Die kleinen Parteien konnten angesichts der erdrückenden Phalanx aus Sozial- und Christdemokraten, Grünen und Freien Demokraten – verfassungswidrig – nichts zur politischen „Willensbildung“ im Römer beitragen. Und weil der bei gleich vier Partnern nur schwer zu findende politische Kompromiss das Credo des Viererbündnisses war, wurden wichtige Entscheidungen auf die lange Bank geschoben – oder umstrittene Projekte gleich für immer „beerdigt“.

Den Flughafenausbau schrieben die Beteiligten schon bei der Installation des Viererbündnisses als „kontrovers“ im Koalitionsvertrag fest.
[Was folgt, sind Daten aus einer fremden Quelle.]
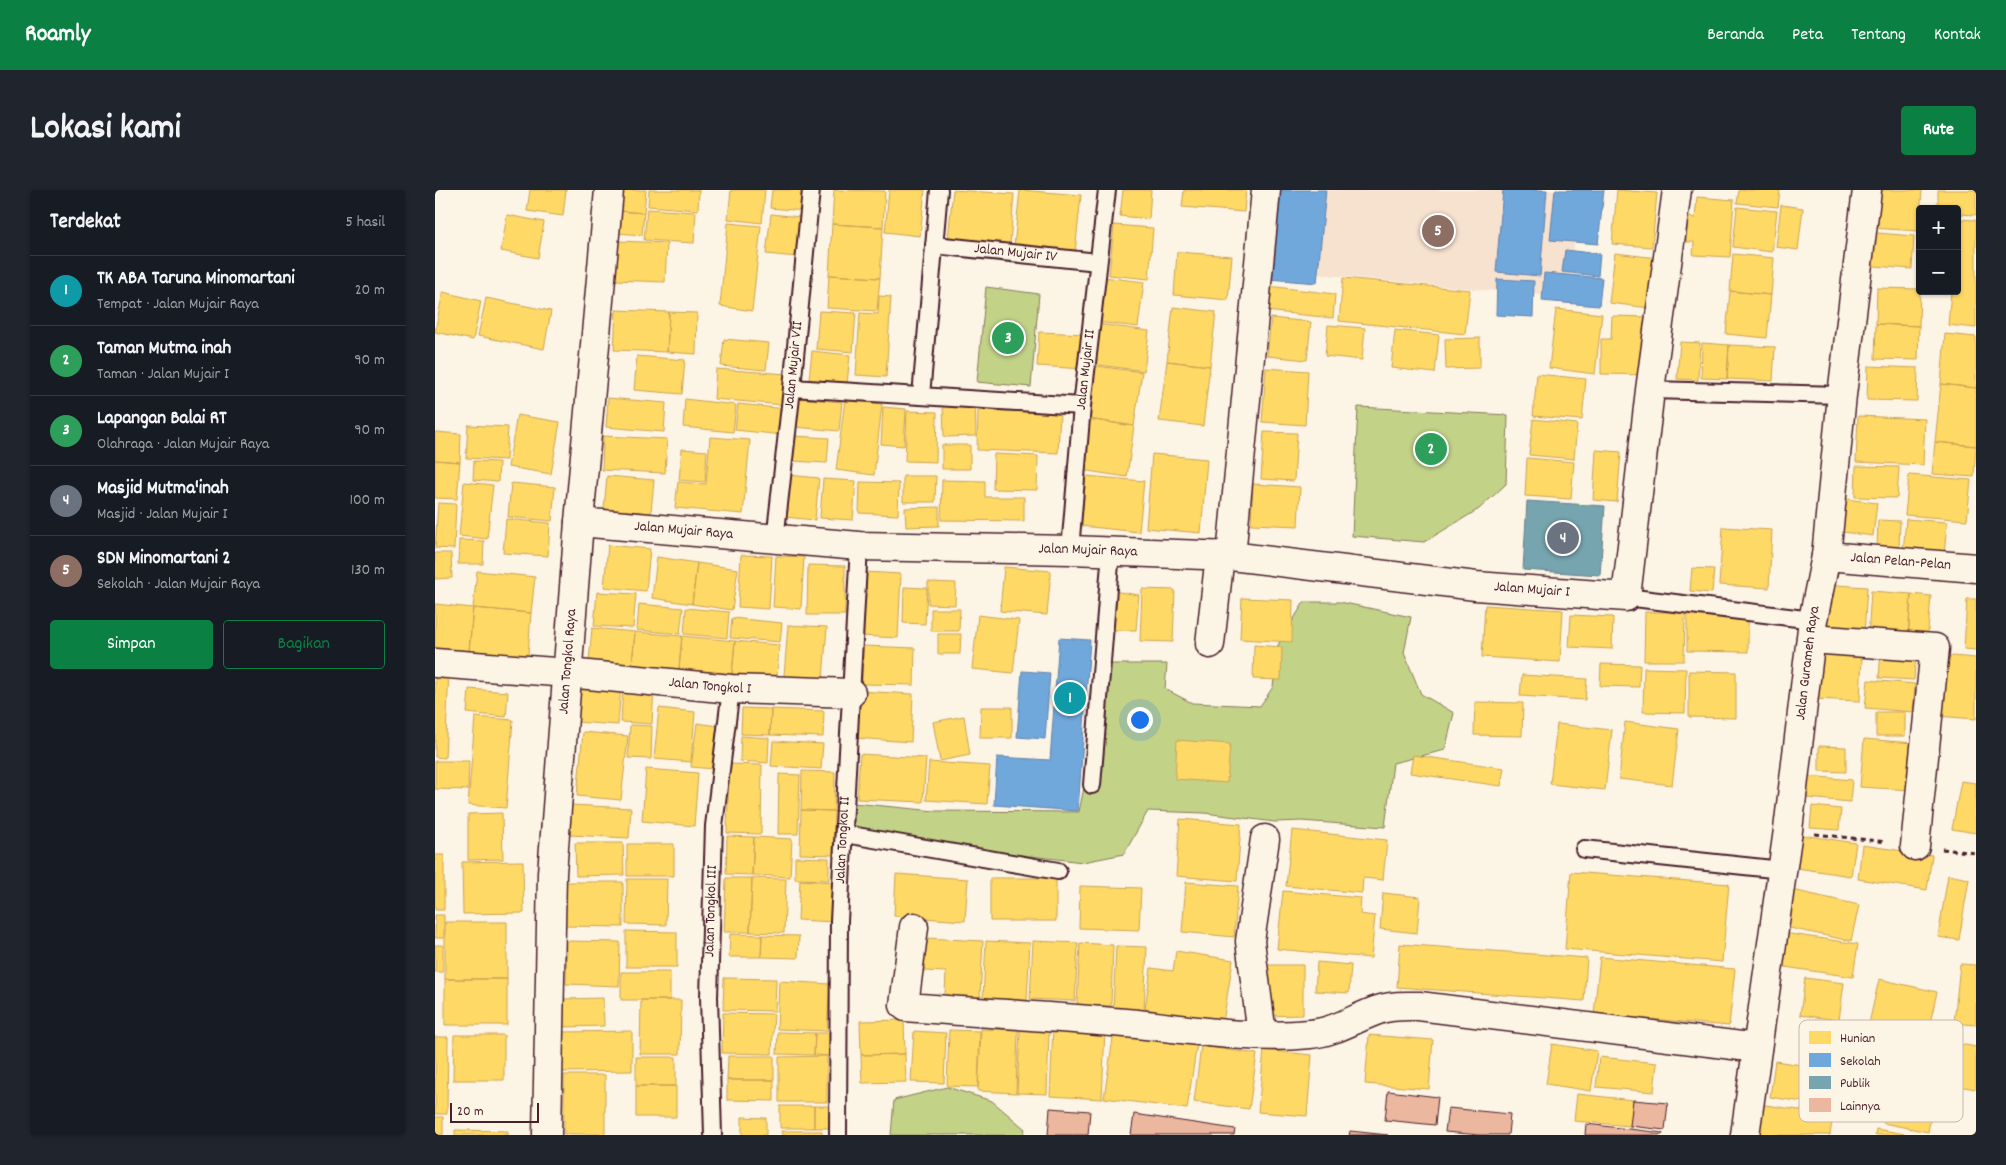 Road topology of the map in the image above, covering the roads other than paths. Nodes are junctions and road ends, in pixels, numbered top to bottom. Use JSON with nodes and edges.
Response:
{"nodes":[{"id":1,"x":609,"y":190,"type":"edge"},
{"id":2,"x":811,"y":190,"type":"edge"},
{"id":3,"x":939,"y":190,"type":"edge"},
{"id":4,"x":1107,"y":190,"type":"edge"},
{"id":5,"x":1265,"y":190,"type":"edge"},
{"id":6,"x":1677,"y":190,"type":"edge"},
{"id":7,"x":1867,"y":190,"type":"edge"},
{"id":8,"x":934,"y":245,"type":"junction"},
{"id":9,"x":1099,"y":262,"type":"junction"},
{"id":10,"x":792,"y":388,"type":"junction"},
{"id":11,"x":1650,"y":390,"type":"junction"},
{"id":12,"x":1841,"y":395,"type":"junction"},
{"id":13,"x":921,"y":396,"type":"junction"},
{"id":14,"x":1082,"y":406,"type":"junction"},
{"id":15,"x":579,"y":522,"type":"junction"},
{"id":16,"x":775,"y":540,"type":"junction"},
{"id":17,"x":859,"y":546,"type":"junction"},
{"id":18,"x":1070,"y":550,"type":"junction"},
{"id":19,"x":1111,"y":551,"type":"junction"},
{"id":20,"x":1225,"y":555,"type":"junction"},
{"id":21,"x":1827,"y":556,"type":"junction"},
{"id":22,"x":1976,"y":568,"type":"edge"},
{"id":23,"x":1626,"y":597,"type":"junction"},
{"id":24,"x":1812,"y":630,"type":"junction"},
{"id":25,"x":1210,"y":644,"type":"dead end"},
{"id":26,"x":435,"y":663,"type":"edge"},
{"id":27,"x":569,"y":673,"type":"junction"},
{"id":28,"x":731,"y":689,"type":"junction"},
{"id":29,"x":851,"y":694,"type":"junction"},
{"id":30,"x":1092,"y":785,"type":"dead end"},
{"id":31,"x":845,"y":834,"type":"junction"},
{"id":32,"x":1265,"y":839,"type":"dead end"},
{"id":33,"x":1915,"y":846,"type":"road end"},
{"id":34,"x":1584,"y":850,"type":"dead end"},
{"id":35,"x":1782,"y":870,"type":"junction"},
{"id":36,"x":1058,"y":871,"type":"dead end"},
{"id":37,"x":914,"y":926,"type":"dead end"},
{"id":38,"x":1262,"y":1035,"type":"junction"},
{"id":39,"x":1757,"y":1048,"type":"junction"},
{"id":40,"x":547,"y":1135,"type":"edge"},
{"id":41,"x":713,"y":1135,"type":"edge"},
{"id":42,"x":838,"y":1135,"type":"edge"},
{"id":43,"x":1745,"y":1135,"type":"edge"}],
"edges":[{"from":1,"to":15,"type":"street","name":"Jalan Tongkol Raya"},
{"from":2,"to":10,"type":"lane","name":"Jalan Mujair VII"},
{"from":3,"to":8,"type":"lane"},
{"from":4,"to":9,"type":"lane","name":"Jalan Mujair II"},
{"from":5,"to":20,"type":"street"},
{"from":6,"to":11,"type":"street"},
{"from":7,"to":12,"type":"street","name":"Jalan Gurameh Raya"},
{"from":8,"to":9,"type":"lane","name":"Jalan Mujair IV"},
{"from":8,"to":13,"type":"lane"},
{"from":9,"to":14,"type":"lane","name":"Jalan Mujair II"},
{"from":10,"to":13,"type":"lane"},
{"from":10,"to":16,"type":"lane","name":"Jalan Mujair VII"},
{"from":11,"to":12,"type":"lane"},
{"from":11,"to":23,"type":"street"},
{"from":12,"to":21,"type":"street","name":"Jalan Gurameh Raya"},
{"from":13,"to":14,"type":"lane"},
{"from":14,"to":18,"type":"lane","name":"Jalan Mujair II"},
{"from":15,"to":16,"type":"street","name":"Jalan Mujair Raya"},
{"from":15,"to":27,"type":"street","name":"Jalan Tongkol Raya"},
{"from":16,"to":17,"type":"street","name":"Jalan Mujair Raya"},
{"from":17,"to":18,"type":"street","name":"Jalan Mujair Raya"},
{"from":17,"to":29,"type":"lane","name":"Jalan Tongkol II"},
{"from":18,"to":19,"type":"street","name":"Jalan Mujair Raya"},
{"from":19,"to":20,"type":"street","name":"Jalan Mujair Raya"},
{"from":19,"to":30,"type":"lane"},
{"from":20,"to":23,"type":"street","name":"Jalan Mujair I"},
{"from":20,"to":25,"type":"street"},
{"from":21,"to":22,"type":"street","name":"Jalan Pelan-Pelan"},
{"from":21,"to":24,"type":"street","name":"Jalan Gurameh Raya"},
{"from":23,"to":24,"type":"lane"},
{"from":24,"to":33,"type":"street"},
{"from":24,"to":35,"type":"street","name":"Jalan Gurameh Raya"},
{"from":26,"to":27,"type":"street","name":"Jalan Tongkol I"},
{"from":27,"to":28,"type":"street","name":"Jalan Tongkol I"},
{"from":27,"to":40,"type":"street","name":"Jalan Tongkol Raya"},
{"from":28,"to":29,"type":"street","name":"Jalan Tongkol I"},
{"from":28,"to":41,"type":"lane","name":"Jalan Tongkol III"},
{"from":29,"to":31,"type":"lane","name":"Jalan Tongkol II"},
{"from":31,"to":36,"type":"lane"},
{"from":31,"to":42,"type":"lane","name":"Jalan Tongkol II"},
{"from":32,"to":38,"type":"street"},
{"from":34,"to":35,"type":"lane"},
{"from":35,"to":39,"type":"street","name":"Jalan Gurameh Raya"},
{"from":37,"to":38,"type":"street"},
{"from":38,"to":39,"type":"street"},
{"from":39,"to":43,"type":"street","name":"Jalan Gurameh Raya"}]}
Doch auch aus der flugs angekündigten Verkehrsberuhigung und der Umgestaltung der City ist bislang nichts sichtbar Vernünftiges geworden. Im Gegenteil. Eine Tiefgarage unter dem Goetheplatz wird demnächst noch mehr Autoverkehr in die Innenstadt locken. Dazu kamen lange Kontroversen um den von der CDU gewollten und dann – nach einem Bürgerproteststurm – wieder verworfenen Abriss der Kleinmarkthalle.

Die Absetzbewegungen der einzelnen Parteien von der Koalition der Giganten werden heftiger, je näher der Wahltermin rückt. Josef Ullrich, der Vorsitzende des SPD-Ortsvereins Nordweststadt zwei, konstatierte für seine Partei schon einmal vorsorglich, dass die SPD in das Viererbündnis doch nur „notgedrungen hineingedrängt“ worden sei. Und hört man Kreispolitikern der Grünen zu, haben die letzten knapp fünf Jahre Außerirdische für die Partei am Koalitionstisch gesessen – so viel Kritik an allem wird geäußert.

Jetzt wollen CDU und SPD wieder einmal die stärkste aller Parteien werden. Und dann mit nur einer Partei – höchstens mit zwei – koalieren. Und wenn es dafür wieder nicht reicht? Dazu schweigen alle.